*** Working data ***

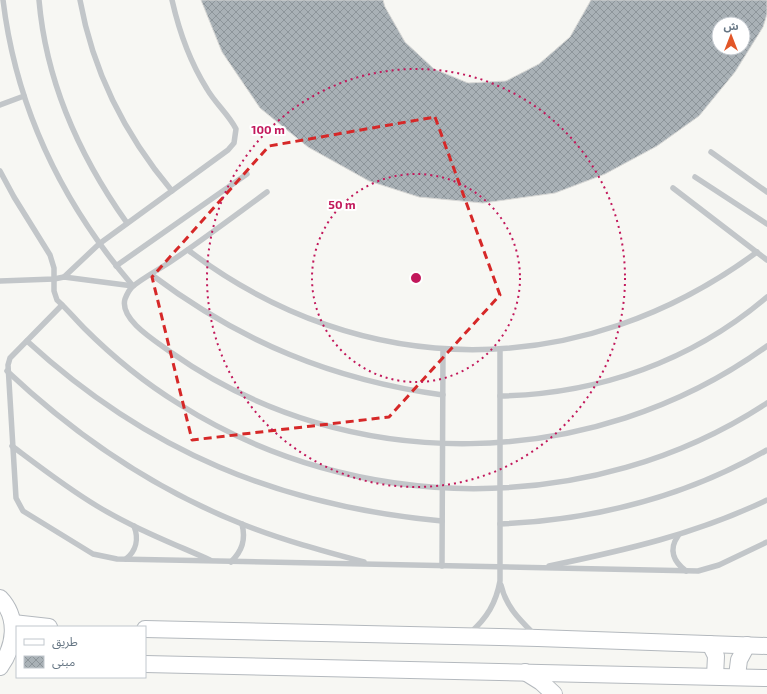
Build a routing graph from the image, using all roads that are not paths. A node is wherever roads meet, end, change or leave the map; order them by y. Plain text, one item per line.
1 (3, 0) edge
2 (39, 0) edge
3 (80, 0) edge
4 (172, 0) edge
5 (24, 96) junction
6 (0, 104) edge
7 (711, 152) dead end
8 (0, 171) edge
9 (247, 174) dead end
10 (695, 177) dead end
11 (673, 188) dead end
12 (172, 191) junction
13 (267, 192) dead end
14 (767, 192) edge
15 (127, 223) junction
16 (767, 224) edge
17 (99, 244) junction
18 (188, 250) junction
19 (757, 252) junction
20 (767, 260) edge
21 (116, 266) junction
22 (152, 275) junction
23 (64, 277) junction
24 (54, 279) junction
25 (0, 281) edge
26 (134, 286) junction
27 (767, 297) edge
28 (62, 305) junction
29 (27, 341) junction
30 (767, 346) edge
31 (443, 349) junction
32 (500, 349) junction
33 (7, 371) junction
34 (443, 395) junction
35 (500, 396) junction
36 (767, 403) edge
37 (443, 444) junction
38 (500, 444) junction
39 (12, 446) junction
40 (767, 450) edge
41 (442, 489) junction
42 (500, 489) junction
43 (767, 500) edge
44 (442, 521) junction
45 (242, 524) junction
46 (500, 524) junction
47 (134, 526) junction
48 (678, 536) junction
49 (767, 542) edge
50 (126, 559) junction
51 (214, 561) junction
52 (231, 562) junction
53 (372, 565) junction
54 (442, 566) junction
55 (500, 568) junction
56 (539, 568) junction
57 (687, 571) junction
58 (500, 581) junction
59 (0, 598) edge
60 (13, 623) junction
61 (40, 626) edge
62 (146, 629) edge
63 (466, 636) junction
64 (538, 638) junction
65 (710, 644) junction
66 (747, 645) junction
67 (767, 646) edge
68 (16, 662) edge
69 (146, 664) edge
70 (0, 668) edge
71 (524, 672) junction
72 (715, 676) junction
73 (737, 676) junction
74 (767, 678) edge
75 (554, 694) edge

1 - 5 lane
2 - 15 lane
3 - 12 lane
4 - 12 lane
5 - 6 lane
5 - 17 lane
7 - 14 lane
8 - 24 lane
9 - 21 lane
10 - 16 lane
11 - 19 lane
12 - 15 lane
13 - 18 lane
15 - 17 lane
17 - 21 lane
17 - 23 lane
18 - 22 lane
18 - 31 lane
19 - 20 lane
19 - 32 lane
21 - 26 lane
22 - 26 lane
22 - 34 lane
23 - 24 lane
23 - 26 lane
24 - 25 lane
24 - 28 lane
26 - 37 lane
27 - 35 lane
28 - 29 lane
28 - 41 lane
29 - 33 lane
29 - 44 lane
30 - 38 lane
31 - 32 lane
31 - 34 lane
32 - 35 lane
33 - 39 lane
33 - 45 lane
34 - 37 lane
35 - 38 lane
36 - 42 lane
37 - 38 lane
37 - 41 lane
38 - 42 lane
39 - 47 lane
39 - 50 lane
40 - 46 lane
41 - 42 lane
41 - 44 lane
42 - 46 lane
43 - 48 lane
44 - 54 lane
45 - 52 lane
45 - 53 lane
46 - 55 lane
47 - 50 lane
47 - 51 lane
48 - 56 lane
48 - 57 lane
49 - 57 lane
50 - 51 lane
51 - 52 lane
52 - 53 lane
53 - 54 lane
54 - 55 lane
55 - 56 lane
55 - 58 lane
56 - 57 lane
58 - 63 lane
58 - 64 lane
59 - 60 street
60 - 61 street
60 - 70 street
62 - 63 street
63 - 64 street
64 - 65 street
65 - 66 street
65 - 72 street
66 - 67 street
66 - 73 street
68 - 70 street
69 - 71 street
71 - 72 street
71 - 75 street
72 - 73 street
73 - 74 street

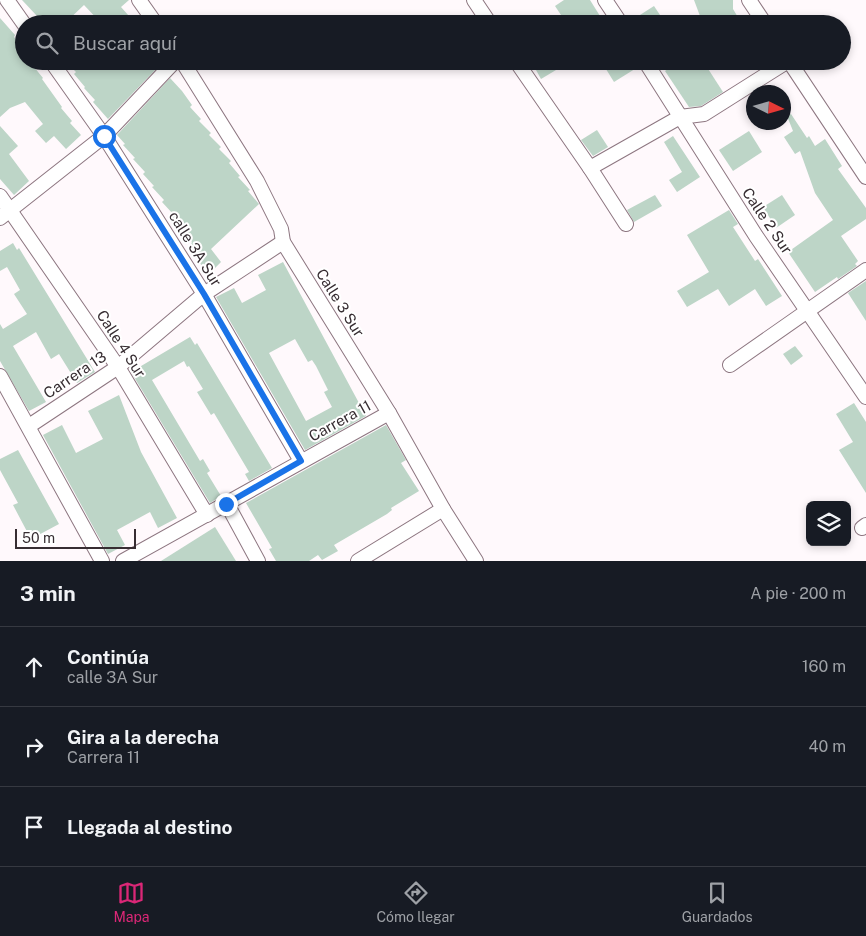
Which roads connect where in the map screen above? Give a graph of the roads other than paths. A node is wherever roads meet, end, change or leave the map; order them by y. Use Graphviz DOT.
graph roads {
  1 [pos="7,0"];
  2 [pos="139,0"];
  3 [pos="474,0"];
  4 [pos="605,0"];
  5 [pos="749,0"];
  6 [pos="18,15"];
  7 [pos="150,15"];
  8 [pos="484,15"];
  9 [pos="615,15"];
  10 [pos="759,15"];
  11 [pos="57,70"];
  12 [pos="166,70"];
  13 [pos="188,70"];
  14 [pos="522,70"];
  15 [pos="651,70"];
  16 [pos="775,70"];
  17 [pos="795,70"];
  18 [pos="680,117"];
  19 [pos="104,136"];
  20 [pos="590,168"];
  21 [pos="866,177"];
  22 [pos="0,196"];
  23 [pos="5,214"];
  24 [pos="626,224"];
  25 [pos="283,242"];
  26 [pos="866,270"];
  27 [pos="204,294"];
  28 [pos="808,310"];
  29 [pos="730,365"];
  30 [pos="118,367"];
  31 [pos="0,376"];
  32 [pos="866,396"];
  33 [pos="389,413"];
  34 [pos="29,426"];
  35 [pos="301,461"];
  36 [pos="226,504"];
  37 [pos="443,509"];
  38 [pos="207,515"];
  39 [pos="102,561"];
  40 [pos="123,561"];
  41 [pos="258,561"];
  42 [pos="358,561"];
  43 [pos="476,561"];
  1 -- 6 [label="street"];
  2 -- 7 [label="street"];
  3 -- 8 [label="street"];
  4 -- 9 [label="street"];
  5 -- 10 [label="street"];
  11 -- 19 [label="street, calle 3A Sur"];
  12 -- 19 [label="street"];
  13 -- 25 [label="street, Calle 3 Sur"];
  14 -- 20 [label="street"];
  15 -- 18 [label="street, Calle 2 Sur"];
  16 -- 18 [label="street"];
  17 -- 21 [label="street"];
  18 -- 20 [label="street"];
  18 -- 28 [label="street, Calle 2 Sur"];
  19 -- 23 [label="street"];
  19 -- 27 [label="street, calle 3A Sur"];
  20 -- 24 [label="street"];
  22 -- 23 [label="street, Calle 4 Sur"];
  23 -- 30 [label="street, Calle 4 Sur"];
  25 -- 27 [label="street, Carrera 13"];
  25 -- 33 [label="street, Calle 3 Sur"];
  26 -- 28 [label="street"];
  27 -- 30 [label="street, Carrera 13"];
  27 -- 35 [label="street, calle 3A Sur"];
  28 -- 29 [label="street"];
  28 -- 32 [label="street, Calle 2 Sur"];
  30 -- 34 [label="street, Carrera 13"];
  30 -- 38 [label="street, Calle 4 Sur"];
  31 -- 34 [label="street"];
  33 -- 35 [label="street, Carrera 11"];
  33 -- 37 [label="street, Calle 3 Sur"];
  34 -- 39 [label="street"];
  35 -- 36 [label="street, Carrera 11"];
  36 -- 38 [label="street, Carrera 11"];
  36 -- 41 [label="street"];
  37 -- 42 [label="street"];
  37 -- 43 [label="street, Calle 3 Sur"];
  38 -- 40 [label="street, Carrera 11"];
}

*** End of Working data ***

Work to be completed >>
Copy every line above word for word and exclude the pictures.

Solution for this problem >>
Build a routing graph from the image, using all roads that are not paths. A node is wherever roads meet, end, change or leave the map; order them by y. Plain text, one item per line.
1 (3, 0) edge
2 (39, 0) edge
3 (80, 0) edge
4 (172, 0) edge
5 (24, 96) junction
6 (0, 104) edge
7 (711, 152) dead end
8 (0, 171) edge
9 (247, 174) dead end
10 (695, 177) dead end
11 (673, 188) dead end
12 (172, 191) junction
13 (267, 192) dead end
14 (767, 192) edge
15 (127, 223) junction
16 (767, 224) edge
17 (99, 244) junction
18 (188, 250) junction
19 (757, 252) junction
20 (767, 260) edge
21 (116, 266) junction
22 (152, 275) junction
23 (64, 277) junction
24 (54, 279) junction
25 (0, 281) edge
26 (134, 286) junction
27 (767, 297) edge
28 (62, 305) junction
29 (27, 341) junction
30 (767, 346) edge
31 (443, 349) junction
32 (500, 349) junction
33 (7, 371) junction
34 (443, 395) junction
35 (500, 396) junction
36 (767, 403) edge
37 (443, 444) junction
38 (500, 444) junction
39 (12, 446) junction
40 (767, 450) edge
41 (442, 489) junction
42 (500, 489) junction
43 (767, 500) edge
44 (442, 521) junction
45 (242, 524) junction
46 (500, 524) junction
47 (134, 526) junction
48 (678, 536) junction
49 (767, 542) edge
50 (126, 559) junction
51 (214, 561) junction
52 (231, 562) junction
53 (372, 565) junction
54 (442, 566) junction
55 (500, 568) junction
56 (539, 568) junction
57 (687, 571) junction
58 (500, 581) junction
59 (0, 598) edge
60 (13, 623) junction
61 (40, 626) edge
62 (146, 629) edge
63 (466, 636) junction
64 (538, 638) junction
65 (710, 644) junction
66 (747, 645) junction
67 (767, 646) edge
68 (16, 662) edge
69 (146, 664) edge
70 (0, 668) edge
71 (524, 672) junction
72 (715, 676) junction
73 (737, 676) junction
74 (767, 678) edge
75 (554, 694) edge

1 - 5 lane
2 - 15 lane
3 - 12 lane
4 - 12 lane
5 - 6 lane
5 - 17 lane
7 - 14 lane
8 - 24 lane
9 - 21 lane
10 - 16 lane
11 - 19 lane
12 - 15 lane
13 - 18 lane
15 - 17 lane
17 - 21 lane
17 - 23 lane
18 - 22 lane
18 - 31 lane
19 - 20 lane
19 - 32 lane
21 - 26 lane
22 - 26 lane
22 - 34 lane
23 - 24 lane
23 - 26 lane
24 - 25 lane
24 - 28 lane
26 - 37 lane
27 - 35 lane
28 - 29 lane
28 - 41 lane
29 - 33 lane
29 - 44 lane
30 - 38 lane
31 - 32 lane
31 - 34 lane
32 - 35 lane
33 - 39 lane
33 - 45 lane
34 - 37 lane
35 - 38 lane
36 - 42 lane
37 - 38 lane
37 - 41 lane
38 - 42 lane
39 - 47 lane
39 - 50 lane
40 - 46 lane
41 - 42 lane
41 - 44 lane
42 - 46 lane
43 - 48 lane
44 - 54 lane
45 - 52 lane
45 - 53 lane
46 - 55 lane
47 - 50 lane
47 - 51 lane
48 - 56 lane
48 - 57 lane
49 - 57 lane
50 - 51 lane
51 - 52 lane
52 - 53 lane
53 - 54 lane
54 - 55 lane
55 - 56 lane
55 - 58 lane
56 - 57 lane
58 - 63 lane
58 - 64 lane
59 - 60 street
60 - 61 street
60 - 70 street
62 - 63 street
63 - 64 street
64 - 65 street
65 - 66 street
65 - 72 street
66 - 67 street
66 - 73 street
68 - 70 street
69 - 71 street
71 - 72 street
71 - 75 street
72 - 73 street
73 - 74 street

Which roads connect where in the map screen above? Give a graph of the roads other than paths. A node is wherever roads meet, end, change or leave the map; order them by y. Use Graphviz DOT.
graph roads {
  1 [pos="7,0"];
  2 [pos="139,0"];
  3 [pos="474,0"];
  4 [pos="605,0"];
  5 [pos="749,0"];
  6 [pos="18,15"];
  7 [pos="150,15"];
  8 [pos="484,15"];
  9 [pos="615,15"];
  10 [pos="759,15"];
  11 [pos="57,70"];
  12 [pos="166,70"];
  13 [pos="188,70"];
  14 [pos="522,70"];
  15 [pos="651,70"];
  16 [pos="775,70"];
  17 [pos="795,70"];
  18 [pos="680,117"];
  19 [pos="104,136"];
  20 [pos="590,168"];
  21 [pos="866,177"];
  22 [pos="0,196"];
  23 [pos="5,214"];
  24 [pos="626,224"];
  25 [pos="283,242"];
  26 [pos="866,270"];
  27 [pos="204,294"];
  28 [pos="808,310"];
  29 [pos="730,365"];
  30 [pos="118,367"];
  31 [pos="0,376"];
  32 [pos="866,396"];
  33 [pos="389,413"];
  34 [pos="29,426"];
  35 [pos="301,461"];
  36 [pos="226,504"];
  37 [pos="443,509"];
  38 [pos="207,515"];
  39 [pos="102,561"];
  40 [pos="123,561"];
  41 [pos="258,561"];
  42 [pos="358,561"];
  43 [pos="476,561"];
  1 -- 6 [label="street"];
  2 -- 7 [label="street"];
  3 -- 8 [label="street"];
  4 -- 9 [label="street"];
  5 -- 10 [label="street"];
  11 -- 19 [label="street, calle 3A Sur"];
  12 -- 19 [label="street"];
  13 -- 25 [label="street, Calle 3 Sur"];
  14 -- 20 [label="street"];
  15 -- 18 [label="street, Calle 2 Sur"];
  16 -- 18 [label="street"];
  17 -- 21 [label="street"];
  18 -- 20 [label="street"];
  18 -- 28 [label="street, Calle 2 Sur"];
  19 -- 23 [label="street"];
  19 -- 27 [label="street, calle 3A Sur"];
  20 -- 24 [label="street"];
  22 -- 23 [label="street, Calle 4 Sur"];
  23 -- 30 [label="street, Calle 4 Sur"];
  25 -- 27 [label="street, Carrera 13"];
  25 -- 33 [label="street, Calle 3 Sur"];
  26 -- 28 [label="street"];
  27 -- 30 [label="street, Carrera 13"];
  27 -- 35 [label="street, calle 3A Sur"];
  28 -- 29 [label="street"];
  28 -- 32 [label="street, Calle 2 Sur"];
  30 -- 34 [label="street, Carrera 13"];
  30 -- 38 [label="street, Calle 4 Sur"];
  31 -- 34 [label="street"];
  33 -- 35 [label="street, Carrera 11"];
  33 -- 37 [label="street, Calle 3 Sur"];
  34 -- 39 [label="street"];
  35 -- 36 [label="street, Carrera 11"];
  36 -- 38 [label="street, Carrera 11"];
  36 -- 41 [label="street"];
  37 -- 42 [label="street"];
  37 -- 43 [label="street, Calle 3 Sur"];
  38 -- 40 [label="street, Carrera 11"];
}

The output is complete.